Compare 1 and 2 Samuel/1 and 2 Kings with accounts of the exact same events in 1 and 2 Chronicles.

2 Samuel 24 vs. 1 Chronicles 21 is a good example of this.

"Again the anger of the Lord burned against Israel, and he incited David against them, saying, 'Go and take a census of Israel and Judah.' So the king said to Joab and the army commanders with him, 'Go throughout the tribes of Israel from Dan to Beersheba and enroll the fighting men, so that I may know how many there are.'"
-2 Samuel 24:1-2

"Satan rose up against Israel and incited David to take a census of Israel. So David said to Joab and the commanders of the troops, “Go and count the Israelites from Beersheba to Dan.

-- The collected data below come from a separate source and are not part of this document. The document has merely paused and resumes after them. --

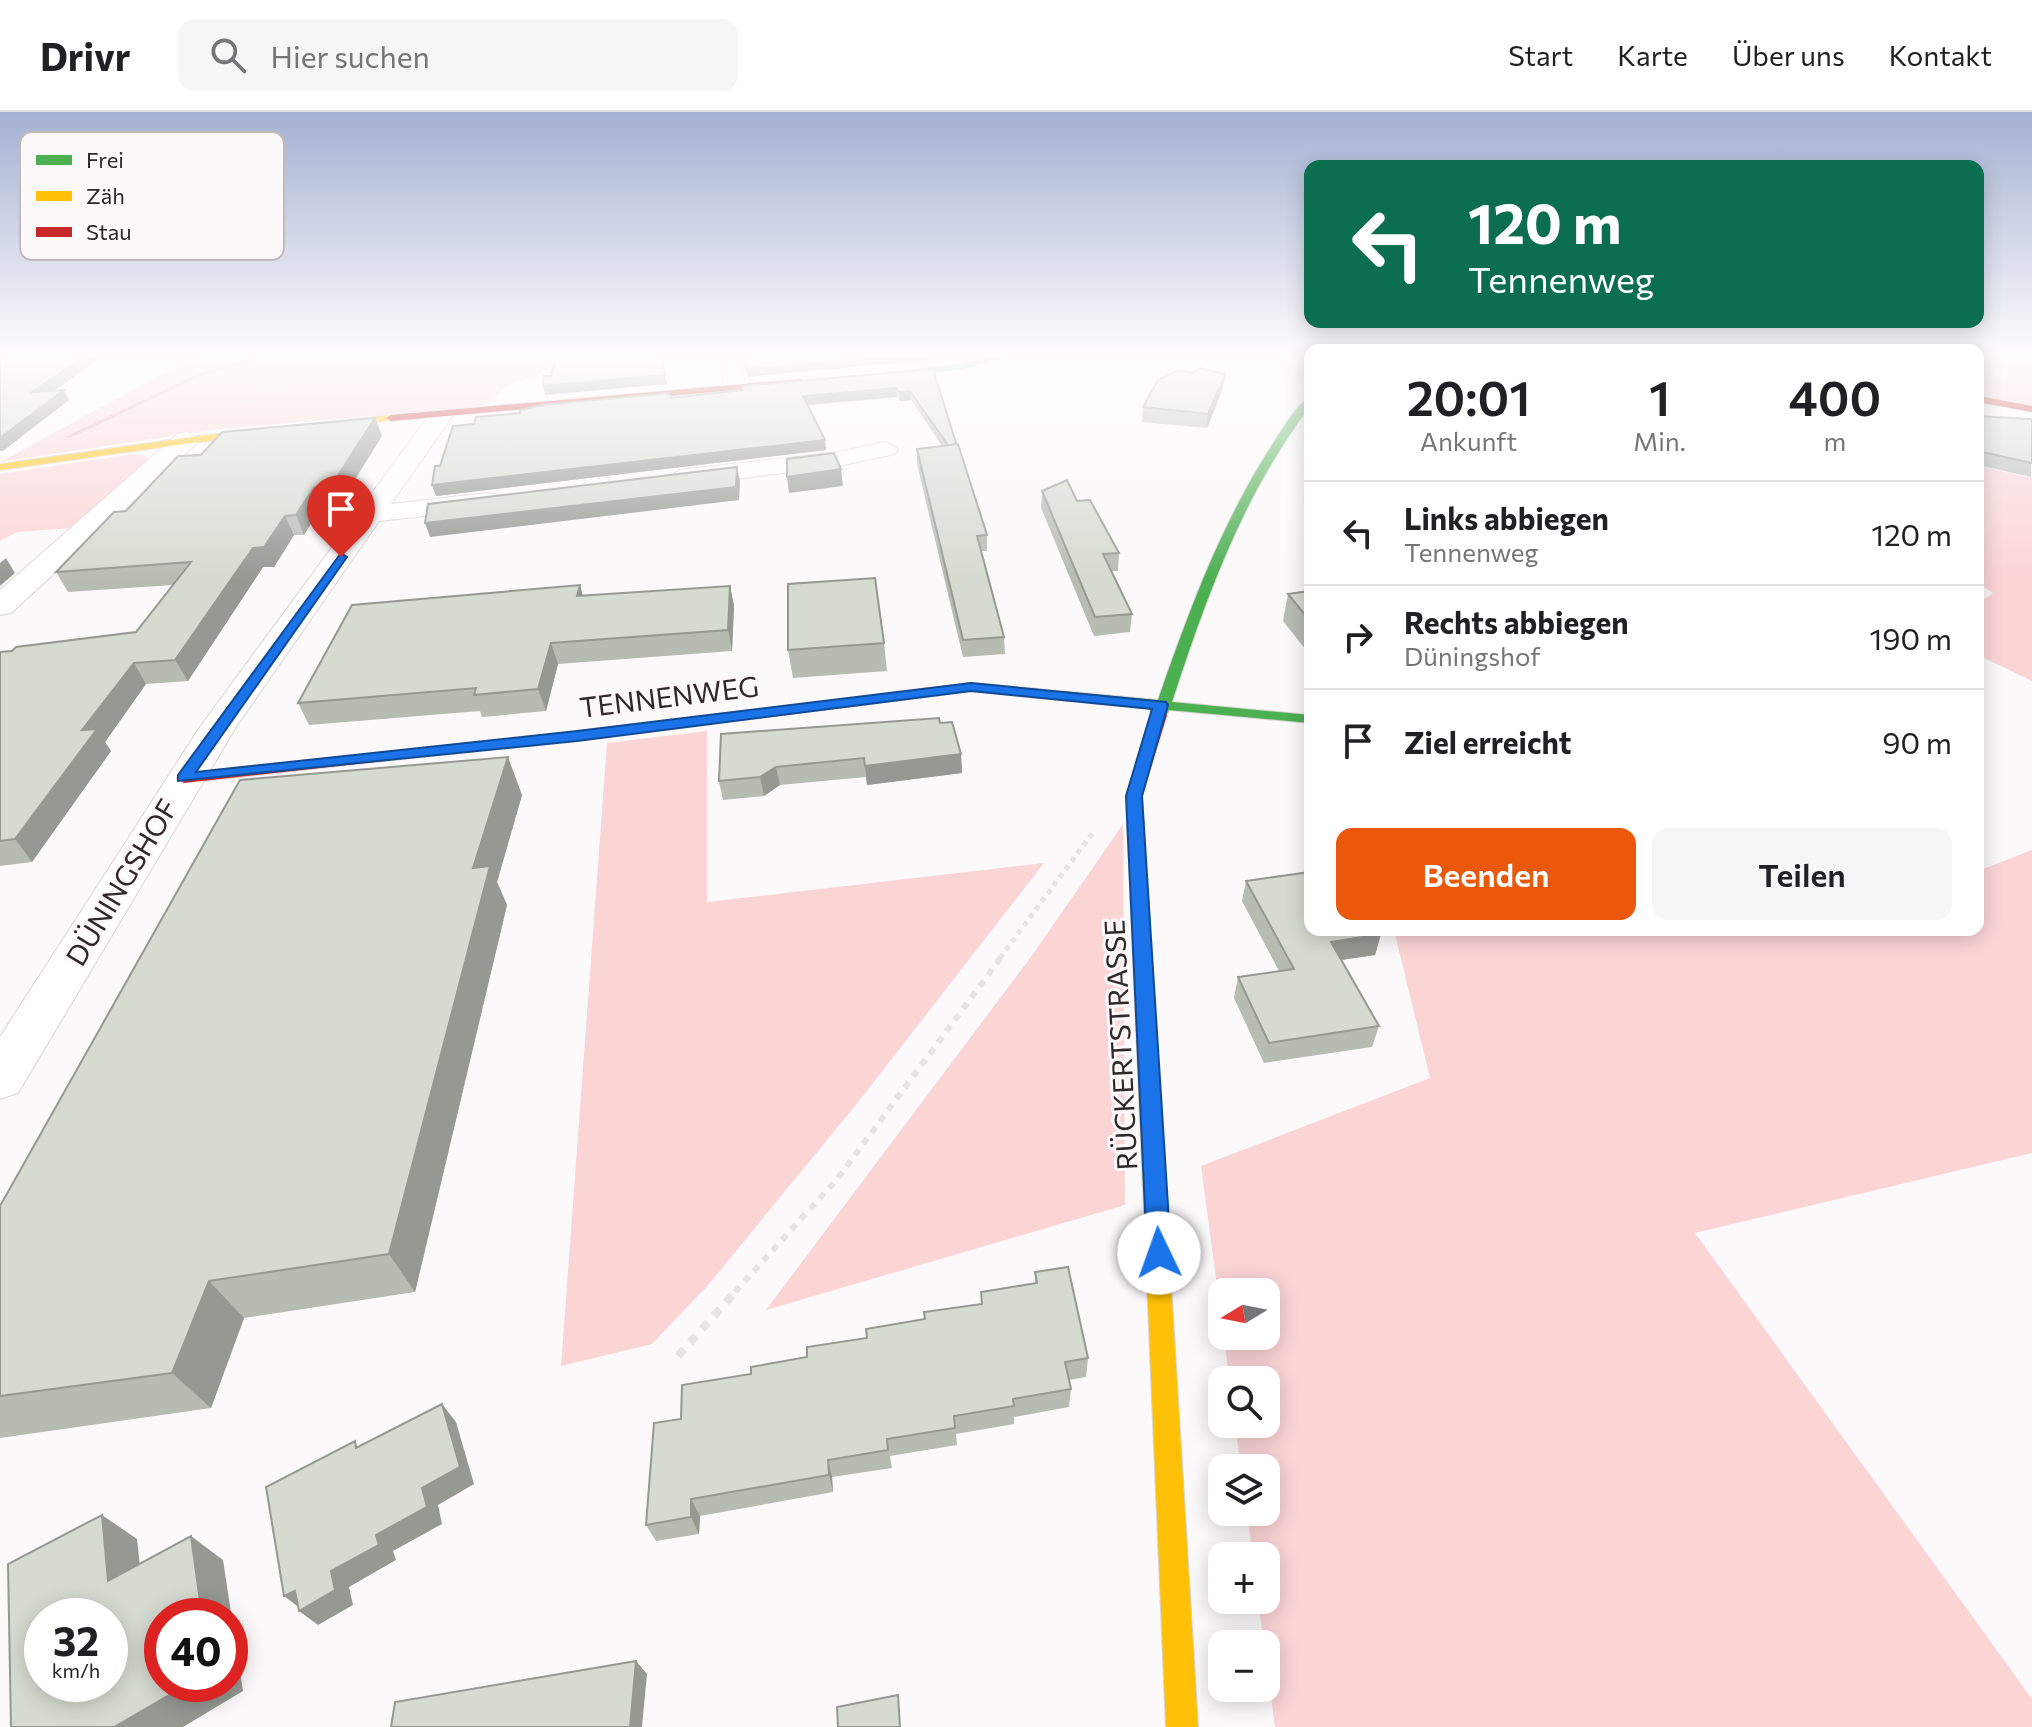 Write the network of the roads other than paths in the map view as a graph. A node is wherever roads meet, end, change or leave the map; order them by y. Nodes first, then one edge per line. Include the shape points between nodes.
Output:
1 (285, 429) edge
2 (431, 429) edge
3 (1285, 429) edge
4 (191, 438) junction
5 (886, 449) dead end
6 (0, 467) edge
7 (651, 481) edge
8 (511, 498) edge
9 (372, 514) junction
10 (0, 606) edge
11 (1161, 705) junction
12 (1304, 718) edge
13 (184, 778) junction
14 (0, 1079) edge
15 (1182, 1727) edge

1 - 4 street
2 - 9 street, DÜNINGSHOF
3 - 11 street, RÜCKERTSTRASSE via 1233,519
4 - 6 street
4 - 10 street
5 - 7 street
8 - 9 street
9 - 13 street, DÜNINGSHOF
11 - 12 street, TENNENWEG
11 - 13 street, TENNENWEG via 971,687
11 - 15 street, RÜCKERTSTRASSE via 1134,808
13 - 14 street, DÜNINGSHOF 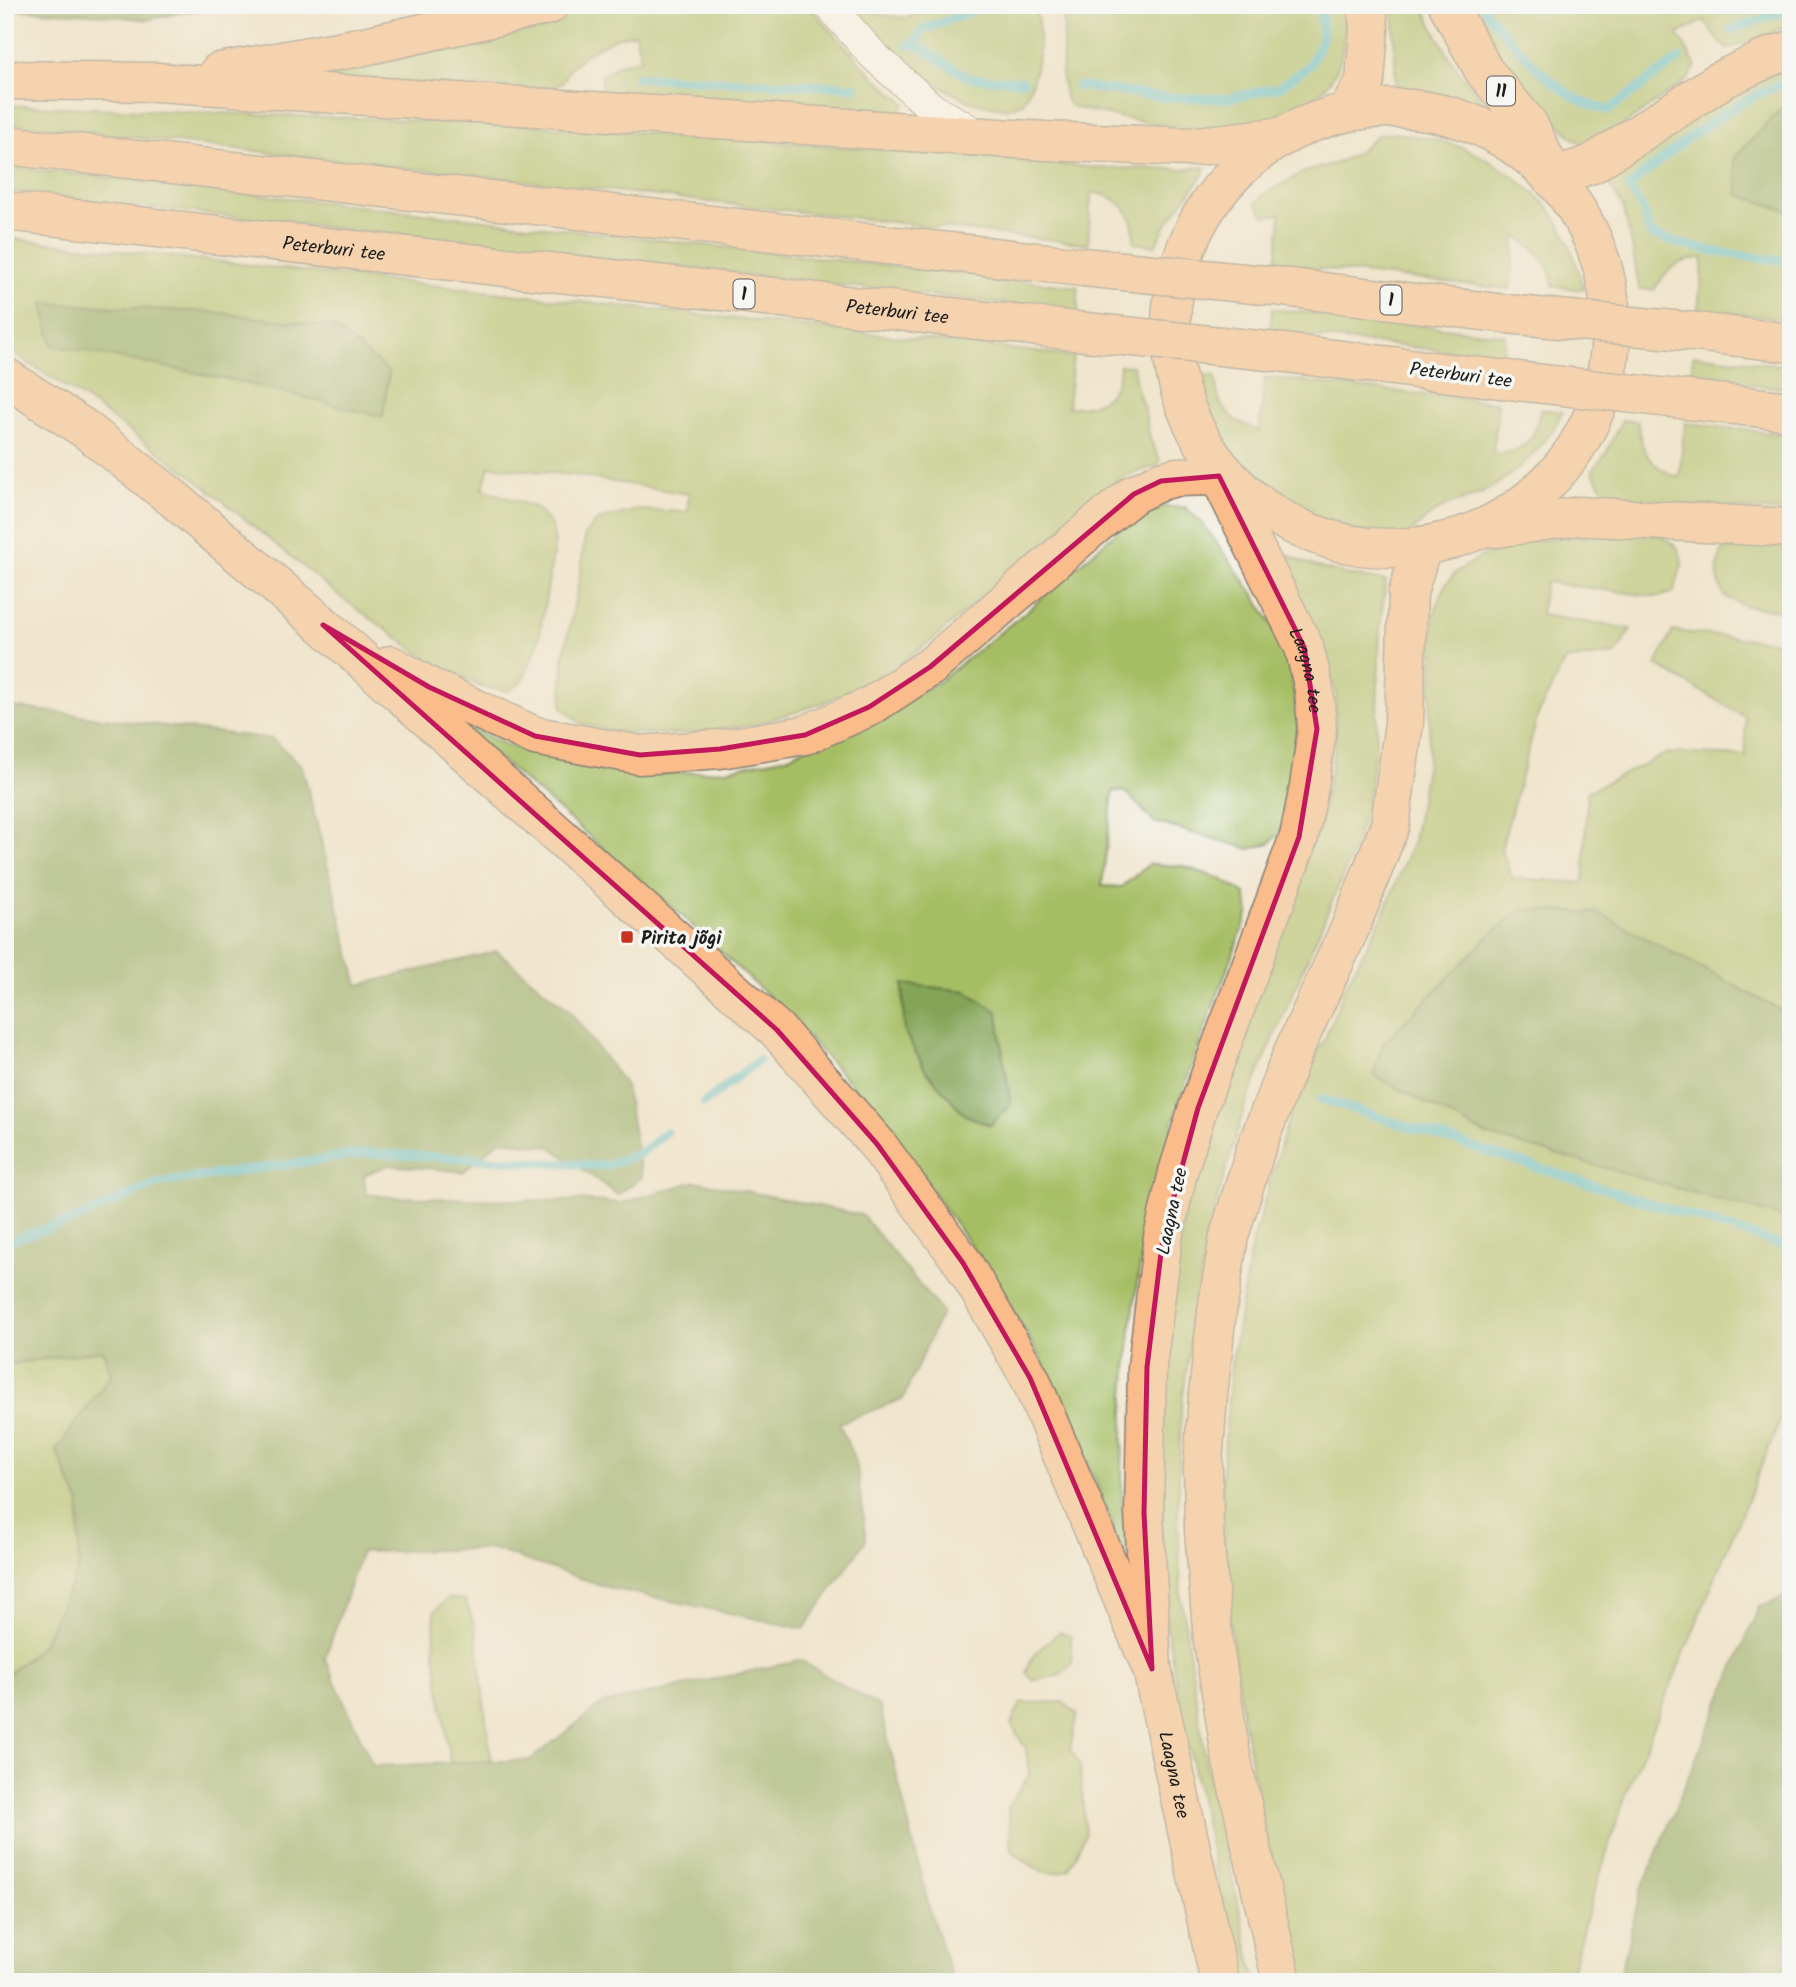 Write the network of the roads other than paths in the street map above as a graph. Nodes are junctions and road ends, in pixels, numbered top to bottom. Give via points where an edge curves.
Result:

Then report back to me so that I may know how many there are.” So the king said to Joab and the army commanders with him, 'Go throughout the tribes of Israel from Dan to Beersheba and enroll the fighting men, so that I may know how many there are.'"
-1 Chronicles 21:1-2

Events attributed to God in the former writings are attributed to "the accuser/adversary" in the latter.
Apparently, it was only the need for a named spiritual bogeyman upon which to cast all blame which created the tradition of capitalizing "ha-satan."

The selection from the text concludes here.